On lit dans les paragraphes 39 à 43 de l’affidavit de Mali pour l’audience d’appel de l’ASFC :
39. We eventually won the first hearing, and that was a happy time for both [Victor] and me, as I felt there was finally an official from Canada who had declared my innocence.
40. However, what happened following the hearing has only disappointed us.
41. We went to pick up my passport at the CBSA following the hearing, as the Immigration and Refugee Board of Canada (IRB) member had declared that there were no more conditions imposed on me and I could get my passport back as a regular visitor to Canada. During my third visit, the officer said that they could not release my passport, as CIC had the intention to appeal the case and I had to comply with all of the previous reporting conditions or otherwise they would re-arrest me.
42. I was devastated. I thought I had won the case; however, the CBSA could totally ignore the Board’s decision and do whatever they wanted.
43. My lawyer then wrote a letter to the CBSA pointing out their practice is against the law, and they finally released my passport. A copy of my lawyer’s letter is enclosed as exhibit H.
On lit dans les paragraphes 17 à 21 de l’Affidavit de Victor :
17. On 22 September 2015, I had handed the receptionist the IRB’s decision in my wife’s favour, and then he left our sight. A few minutes later, CBSA Officer [MacDonald] arrived, returned it to me, and informed me that the CBSA had not yet received the IRB decision and that my wife must sign in and return on 24 September. On 24 September, the receptionist informed us that the CBSA had still not received the decision and that my wife had to sign in again and return on 29 September. On 29 September, Officer [Bélanger] told me that the CBSA would not release my wife’s passport as the CBSA intended to appeal the IRB decision. The officer told me that my wife had to keep complying with the release conditions such as regularly reporting to the CBSA or the CBSA would re-arrest her. The CBSA did not release her passport until [her] lawyer sent a fax to the CBSA. We were very disappointed by the way the CBSA had treated her after the hearing.
18. Though I believed in my wife’s innocence of the charge against her, she feared that I might not and so insisted that I meet her parents [in their country] before I decide to marry her, which I did. […] To my surprise, not only had my wife told her parents of the incident in sufficient detail, but her parents insisted that we return to and stay in Canada until this matter is resolved and even offered money to cover the additional legal and other unexpected costs surrounding this incident. For her it was a matter of principle as it was for her parents.
19. Her character and my love for her compelled me to marry her [...]. My wife had lost weight since the last hearing, and often suffers insomnia and irritability due to the appeal. I have found it difficult to discuss her case with her since.
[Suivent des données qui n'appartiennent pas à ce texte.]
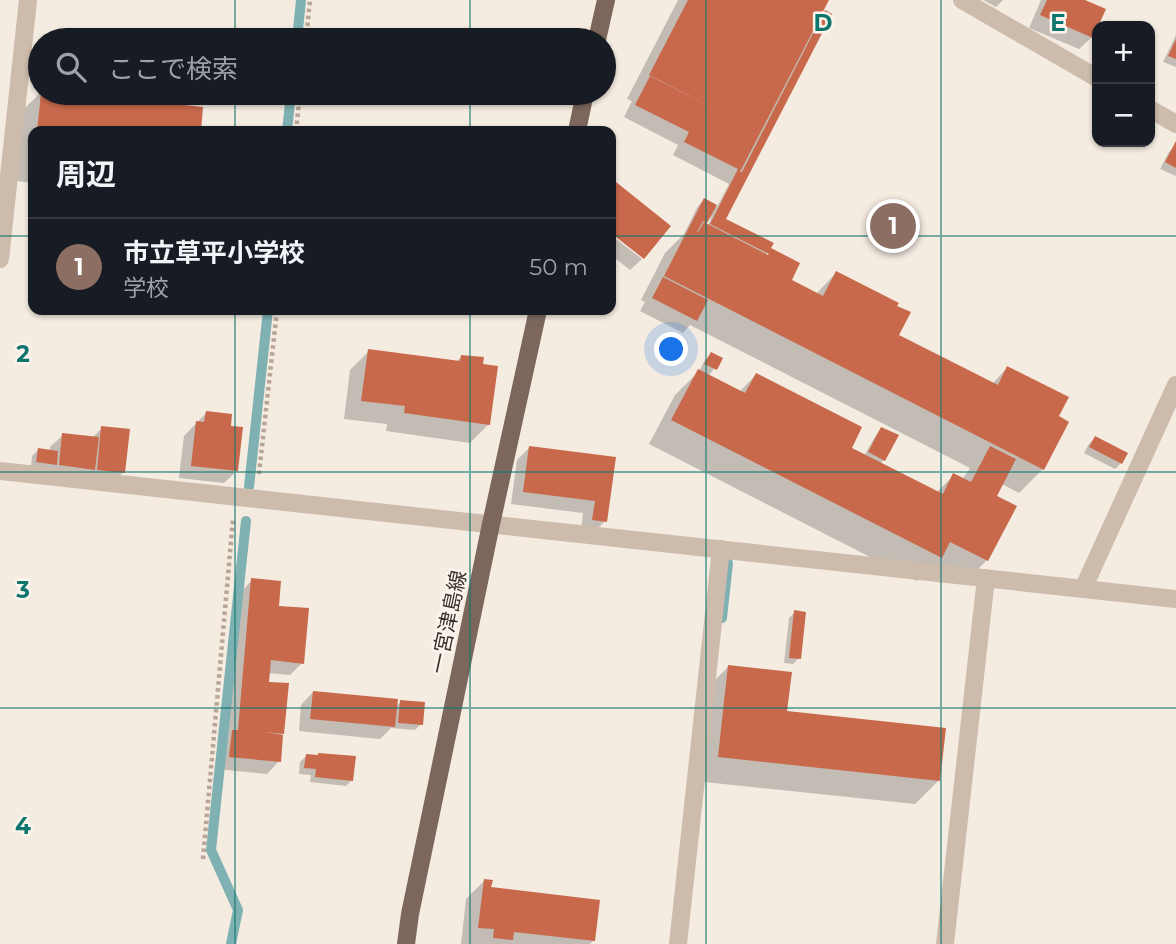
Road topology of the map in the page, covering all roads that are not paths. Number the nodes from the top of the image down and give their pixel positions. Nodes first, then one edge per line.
1 (28, 0) edge
2 (606, 0) edge
3 (962, 0) edge
4 (600, 28) edge
5 (1092, 75) edge
6 (583, 105) edge
7 (1155, 112) edge
8 (1176, 124) edge
9 (578, 126) edge
10 (0, 259) edge
11 (537, 315) edge
12 (1176, 385) edge
13 (0, 471) edge
14 (491, 524) junction
15 (721, 549) junction
16 (985, 578) junction
17 (1083, 589) junction
18 (1176, 599) edge
19 (406, 944) edge
20 (678, 944) edge
21 (945, 944) edge

1 - 10 street
2 - 4 main road
3 - 5 street
6 - 9 main road
7 - 8 street
11 - 14 main road, 一宮津島線
12 - 17 street
13 - 14 street
14 - 15 street
14 - 19 main road, 一宮津島線
15 - 16 street
15 - 20 street
16 - 17 street
16 - 21 street
17 - 18 street

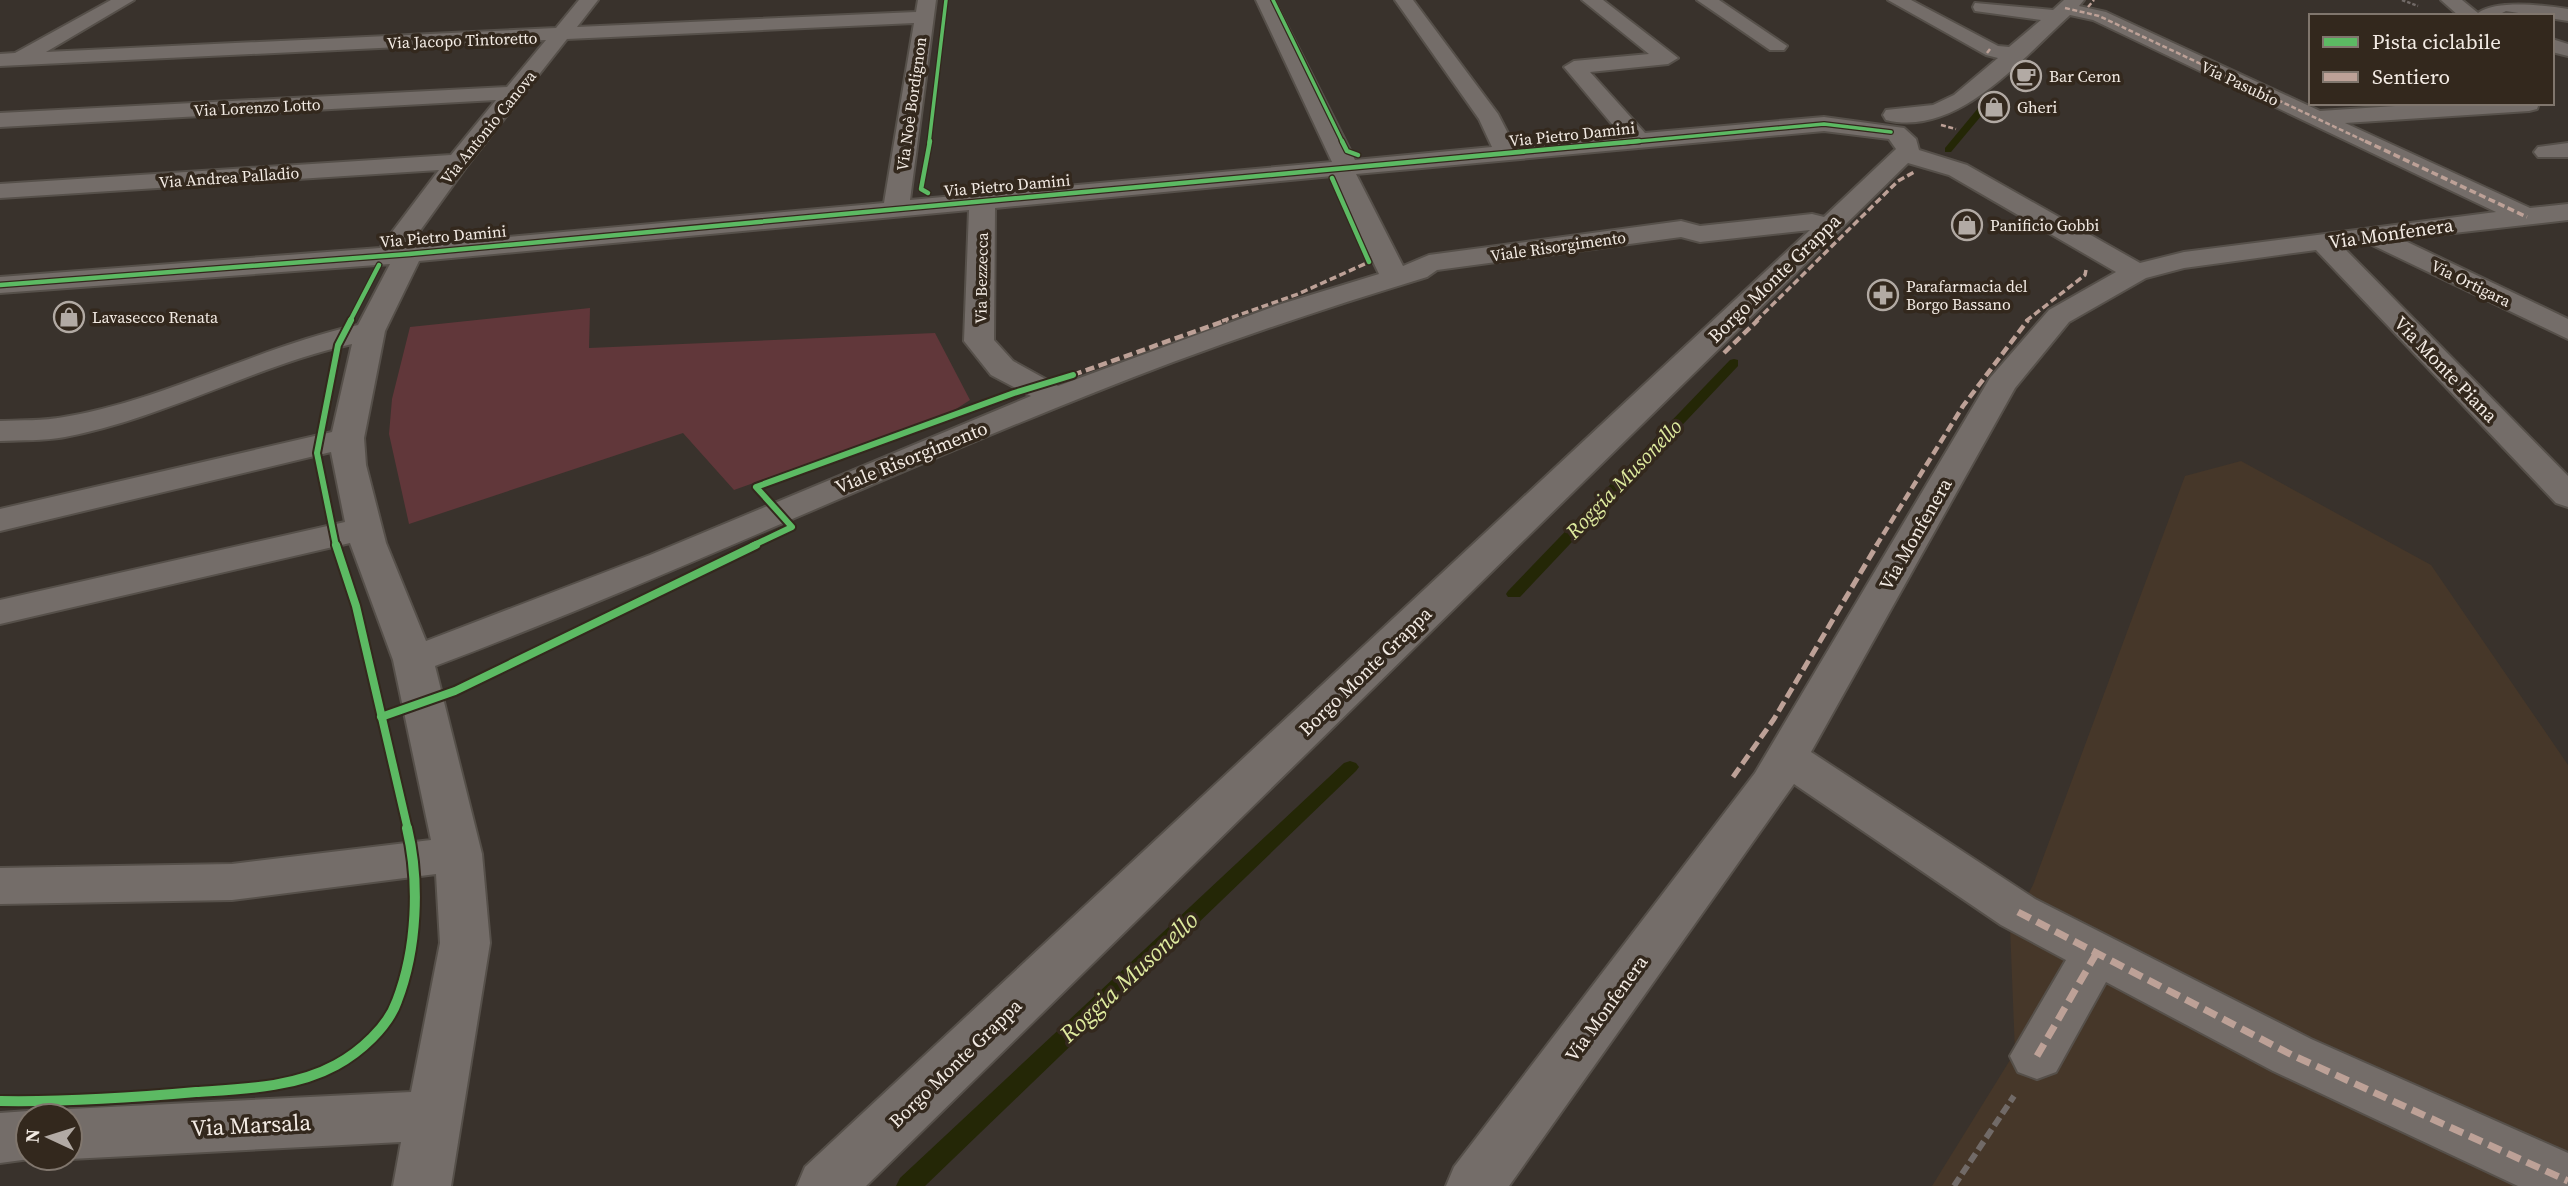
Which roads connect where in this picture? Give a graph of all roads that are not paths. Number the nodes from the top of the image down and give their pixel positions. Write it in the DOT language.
graph roads {
  1 [pos="125,0"];
  2 [pos="589,0"];
  3 [pos="1265,0"];
  4 [pos="1404,0"];
  5 [pos="1591,0"];
  6 [pos="1706,0"];
  7 [pos="1897,0"];
  8 [pos="2450,0"];
  9 [pos="1982,7"];
  10 [pos="2503,7"];
  11 [pos="2066,8"];
  12 [pos="926,9"];
  13 [pos="2469,14"];
  14 [pos="2487,14"];
  15 [pos="2527,14"];
  16 [pos="2568,15"];
  17 [pos="561,36"];
  18 [pos="1777,46"];
  19 [pos="2013,54"];
  20 [pos="6,63"];
  21 [pos="515,93"];
  22 [pos="1962,100"];
  23 [pos="2514,105"];
  24 [pos="2315,118"];
  25 [pos="0,120"];
  26 [pos="1906,130"];
  27 [pos="1640,142"];
  28 [pos="1507,155"];
  29 [pos="458,162"];
  30 [pos="1344,169"];
  31 [pos="0,191"];
  32 [pos="982,201"];
  33 [pos="896,208"];
  34 [pos="2552,218"];
  35 [pos="1827,225"];
  36 [pos="2374,236"];
  37 [pos="2323,242"];
  38 [pos="399,255"];
  39 [pos="2136,272"];
  40 [pos="1406,274"];
  41 [pos="0,285"];
  42 [pos="2568,330"];
  43 [pos="370,331"];
  44 [pos="1057,398"];
  45 [pos="0,431"];
  46 [pos="347,438"];
  47 [pos="2568,496"];
  48 [pos="0,520"];
  49 [pos="365,528"];
  50 [pos="0,612"];
  51 [pos="412,660"];
  52 [pos="1786,757"];
  53 [pos="457,855"];
  54 [pos="0,886"];
  55 [pos="2096,954"];
  56 [pos="2037,1056"];
  57 [pos="432,1116"];
  58 [pos="84,1133"];
  59 [pos="2568,1181"];
  60 [pos="422,1186"];
  61 [pos="826,1186"];
  62 [pos="1475,1186"];
  1 -- 20 [label="street"];
  2 -- 17 [label="street, Via Antonio Canova"];
  3 -- 30 [label="street"];
  4 -- 28 [label="street"];
  5 -- 27 [label="street"];
  6 -- 18 [label="street"];
  7 -- 19 [label="street"];
  8 -- 13 [label="street"];
  9 -- 11 [label="street, Via Pasubio"];
  10 -- 14 [label="street"];
  10 -- 15 [label="street"];
  10 -- 16 [label="street"];
  11 -- 19 [label="street, Borgo Monte Grappa"];
  11 -- 24 [label="street, Via Pasubio"];
  12 -- 17 [label="street, Via Jacopo Tintoretto"];
  12 -- 33 [label="street, Via Noè Bordignon"];
  17 -- 20 [label="street, Via Jacopo Tintoretto"];
  17 -- 21 [label="street, Via Antonio Canova"];
  19 -- 22 [label="street, Borgo Monte Grappa"];
  21 -- 25 [label="street, Via Lorenzo Lotto"];
  21 -- 29 [label="street, Via Antonio Canova"];
  22 -- 26 [label="street, Borgo Monte Grappa"];
  22 -- 26 [label="street, Borgo Monte Grappa"];
  23 -- 24 [label="street"];
  24 -- 34 [label="street, Via Pasubio"];
  26 -- 27 [label="street, Via Pietro Damini"];
  26 -- 35 [label="street, Borgo Monte Grappa"];
  26 -- 39 [label="street"];
  27 -- 28 [label="street, Via Pietro Damini"];
  28 -- 30 [label="street, Via Pietro Damini"];
  29 -- 31 [label="street, Via Andrea Palladio"];
  29 -- 38 [label="street, Via Antonio Canova"];
  30 -- 32 [label="street, Via Pietro Damini"];
  30 -- 40 [label="street"];
  32 -- 33 [label="street, Via Pietro Damini"];
  32 -- 44 [label="street, Via Bezzecca"];
  33 -- 38 [label="street, Via Pietro Damini"];
  34 -- 36 [label="street, Via Monfenera"];
  35 -- 40 [label="street, Viale Risorgimento"];
  35 -- 61 [label="street, Borgo Monte Grappa"];
  36 -- 37 [label="street, Via Monfenera"];
  36 -- 42 [label="street, Via Ortigara"];
  37 -- 39 [label="street, Via Monfenera"];
  37 -- 47 [label="street, Via Monte Piana"];
  38 -- 41 [label="street, Via Pietro Damini"];
  38 -- 43 [label="street, Via Antonio Canova"];
  39 -- 52 [label="street, Via Monfenera"];
  40 -- 44 [label="street, Viale Risorgimento"];
  43 -- 45 [label="street"];
  43 -- 46 [label="street, Via Antonio Canova"];
  44 -- 51 [label="street, Viale Risorgimento"];
  46 -- 48 [label="street"];
  46 -- 49 [label="street, Via Antonio Canova"];
  49 -- 50 [label="street"];
  49 -- 51 [label="street, Via Antonio Canova"];
  51 -- 53 [label="street, Via Antonio Canova"];
  52 -- 55 [label="street"];
  52 -- 62 [label="street, Via Monfenera"];
  53 -- 54 [label="street"];
  53 -- 57 [label="street, Via Antonio Canova"];
  55 -- 56 [label="street"];
  55 -- 59 [label="street"];
  57 -- 58 [label="street, Via Marsala"];
  57 -- 60 [label="street, Via Antonio Canova"];
}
20. Due to the appeal date being rescheduled so far into the future and my wife’s legal obligation to attend and insistence on attending it, the appeal had left us stuck in limbo [in this city]. I had crossed some opportunities in both [another Canadian city] and [abroad] that I had to ignore due to her legal obligation to appear at the appeal hearing and the fear that we could miss it, be arbitrarily refused re-entry if we weren’t in Canada, or be caught in the middle of a move had I accepted an opportunity [in another Canadian city].
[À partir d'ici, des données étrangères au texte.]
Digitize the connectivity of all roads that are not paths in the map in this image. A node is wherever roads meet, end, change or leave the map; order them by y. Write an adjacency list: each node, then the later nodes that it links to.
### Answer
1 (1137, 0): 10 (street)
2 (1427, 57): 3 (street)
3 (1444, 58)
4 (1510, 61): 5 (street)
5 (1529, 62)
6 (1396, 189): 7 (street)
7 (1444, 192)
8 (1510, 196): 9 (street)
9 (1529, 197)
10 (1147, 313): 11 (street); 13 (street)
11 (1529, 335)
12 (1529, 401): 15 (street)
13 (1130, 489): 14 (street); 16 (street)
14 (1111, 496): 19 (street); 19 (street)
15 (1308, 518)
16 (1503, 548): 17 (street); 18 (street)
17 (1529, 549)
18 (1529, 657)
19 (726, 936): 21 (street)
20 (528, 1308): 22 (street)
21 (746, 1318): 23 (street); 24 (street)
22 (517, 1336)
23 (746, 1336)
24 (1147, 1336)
21. I have since had to accept employment with my previous employer which I shall be restarting soon. Unfortunately, that contract will require the company to devote up to one month to my training for the new task and me to sign at least a one-year commitment, essentially forcing us to remain [in our present city of residence] for at least the next year against our original plans and at the expense of other opportunities due to the appeal hearing.